I think the train of thought was: Let’s create a library to de/serialize objects from/to JSON. Done! Too simple.. Let’s also add validation on top of it. Hm.. Why should validation be a part of the JSON serializer, and not a completely separate library that can be used outside of the JSON theme? Weeeell, we’ll concoct some story that it’s relevant because.. Okay, okay, we’ll have all the time in the universe to figure out why we want to mix these concepts. … after the whole time in the universe ran out… Let’s also add an ability to read environment variables and configure the app!

I didn’t look at the commit history and I don’t know if that was the actual sequence of steps. In fact, I’m quite sure that validation came first, and exporting to JSON was added later (which makes it worse if you think about it). The point of the story - you need to separate the concepts! These are 3 completely unrelated use cases and there should be 3 completely separate libraries.

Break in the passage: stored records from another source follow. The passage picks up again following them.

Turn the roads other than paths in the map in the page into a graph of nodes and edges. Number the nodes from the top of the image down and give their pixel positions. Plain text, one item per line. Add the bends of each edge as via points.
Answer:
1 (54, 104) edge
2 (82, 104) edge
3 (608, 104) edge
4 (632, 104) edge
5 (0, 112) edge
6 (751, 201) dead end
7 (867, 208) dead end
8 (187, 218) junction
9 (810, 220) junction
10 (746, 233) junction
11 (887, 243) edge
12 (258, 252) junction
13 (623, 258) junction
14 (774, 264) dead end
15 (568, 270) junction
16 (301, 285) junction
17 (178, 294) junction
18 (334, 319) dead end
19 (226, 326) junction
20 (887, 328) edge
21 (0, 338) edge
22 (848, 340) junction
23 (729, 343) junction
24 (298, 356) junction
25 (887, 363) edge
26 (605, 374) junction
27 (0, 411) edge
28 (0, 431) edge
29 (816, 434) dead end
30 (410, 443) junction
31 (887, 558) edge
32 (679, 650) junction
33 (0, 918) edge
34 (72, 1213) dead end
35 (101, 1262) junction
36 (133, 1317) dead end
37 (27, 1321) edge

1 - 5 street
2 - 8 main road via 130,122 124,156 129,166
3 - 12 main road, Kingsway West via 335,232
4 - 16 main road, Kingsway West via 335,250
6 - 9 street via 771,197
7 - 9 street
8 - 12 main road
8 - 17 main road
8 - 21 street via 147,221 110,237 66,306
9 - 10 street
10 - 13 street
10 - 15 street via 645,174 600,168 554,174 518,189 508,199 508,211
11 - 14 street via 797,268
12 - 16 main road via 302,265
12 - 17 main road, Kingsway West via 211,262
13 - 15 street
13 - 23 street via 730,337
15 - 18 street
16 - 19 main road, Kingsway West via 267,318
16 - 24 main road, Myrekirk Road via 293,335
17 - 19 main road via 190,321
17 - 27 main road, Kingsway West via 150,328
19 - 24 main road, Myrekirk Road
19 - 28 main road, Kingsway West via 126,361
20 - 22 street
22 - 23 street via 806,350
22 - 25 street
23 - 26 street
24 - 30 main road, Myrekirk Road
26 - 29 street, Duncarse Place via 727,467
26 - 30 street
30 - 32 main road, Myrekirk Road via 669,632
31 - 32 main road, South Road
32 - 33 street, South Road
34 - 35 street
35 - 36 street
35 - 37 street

It should be possible to use just one capability so that other libraries/apps could depend on this one for the right reason. If in my code I need validation, but I have to pull code related to JSON and settings-parsing, I’d think twice. In fact, I wouldn’t even think - I wouldn’t trust it for sure.

Also.. Using inheritance? Yikes. In the OOP realm, inheritance is frowned upon and is used only as a last resort (look up Inheritance vs Composition).

FastAPI

I don’t understand why not just look at what other platforms have implemented (like Spring MVC). From the design perspective, it’s an already solved problem. Why create tools that are worse than what’s already out there?

A list of problems:

Overall I’m more surprised that the Python community hasn’t created these frameworks sooner - this seems like an obvious need.

Alembic

Tools for DB Migrations are relatively simple, and they are relatively easy to implement. So why, why, why would you depend on a tool that’s 100x times more complicated (SQLAlchemy) than the problem you’re trying to solve? It’s like hunting a fly with a bazooka.

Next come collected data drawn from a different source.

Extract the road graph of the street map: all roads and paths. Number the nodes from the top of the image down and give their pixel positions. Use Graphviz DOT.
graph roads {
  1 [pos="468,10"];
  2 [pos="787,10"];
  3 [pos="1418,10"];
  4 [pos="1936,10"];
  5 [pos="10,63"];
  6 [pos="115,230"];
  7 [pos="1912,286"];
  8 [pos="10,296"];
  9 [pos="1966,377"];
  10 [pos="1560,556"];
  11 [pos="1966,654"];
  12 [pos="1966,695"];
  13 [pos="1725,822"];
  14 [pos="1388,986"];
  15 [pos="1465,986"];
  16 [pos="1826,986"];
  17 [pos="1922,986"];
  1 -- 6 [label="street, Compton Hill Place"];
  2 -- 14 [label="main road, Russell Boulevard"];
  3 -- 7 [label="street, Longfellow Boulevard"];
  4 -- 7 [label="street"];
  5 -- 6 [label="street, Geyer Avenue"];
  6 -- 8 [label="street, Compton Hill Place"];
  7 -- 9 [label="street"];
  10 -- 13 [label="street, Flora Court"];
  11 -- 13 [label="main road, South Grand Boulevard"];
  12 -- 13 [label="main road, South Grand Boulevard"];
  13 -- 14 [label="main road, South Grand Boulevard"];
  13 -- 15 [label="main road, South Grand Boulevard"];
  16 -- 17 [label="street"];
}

What’s worse - there isn’t much choice. The community hasn’t created any good DB Migration tools yet. The closest to what we really need for a typical web app is yoyo-migrations. But it’s quite young and still needs important features to be added (like checking that already applied migrations haven't changed). Yoyo team, if you ever read this, please check out Flyway - it’s awesome. And remember we were talking about DB-API? DB Migration tools must depend on it, and not create their own connections by their own means! Especially if the connection details are passed as a string which makes it impossible to have password with special symbols o_O

But Java also is not perfect!

Okay, to be fair - Java has its problems too. E.g. - Logging is also a problematic part. For a different reason - there are too many logger libraries. It’s not that trivial to set up logging so that all the libraries redirect their logging to a single one, which is configured by our app. - Java community overall is getting weaker by the day. There’s a pesky parasite in the community - SpringSource. They produce very popular tools and therefore they have a lot of impact on the community. And in the recent 10 years they have been corrupting the community from within, creating crappy tools & approaches like package scanning, and finally Spring Boot. Violating basic good practices like “explicit code is better than implicit magic”. Because of this and because of how much one has to learn in Spring, newcomers spend time studying useless concepts. They are just soooo bad at programming, it’s crazy.

Summary

Honestly, I haven’t spent much time programming in Python. So I could list only obvious, very noticeable problems. I’m sure there are many-many more. And this makes Python a very bad choice to write web/enterprise apps that have to be developed and maintained for years.

It’s certainly much slower than writing in Java because of no compile time checks, constant compatibility issues, bugs, complexity that comes with bad decisions. But you're also getting used to working in a low-quality environment. Which means that you’ll never learn how to code properly.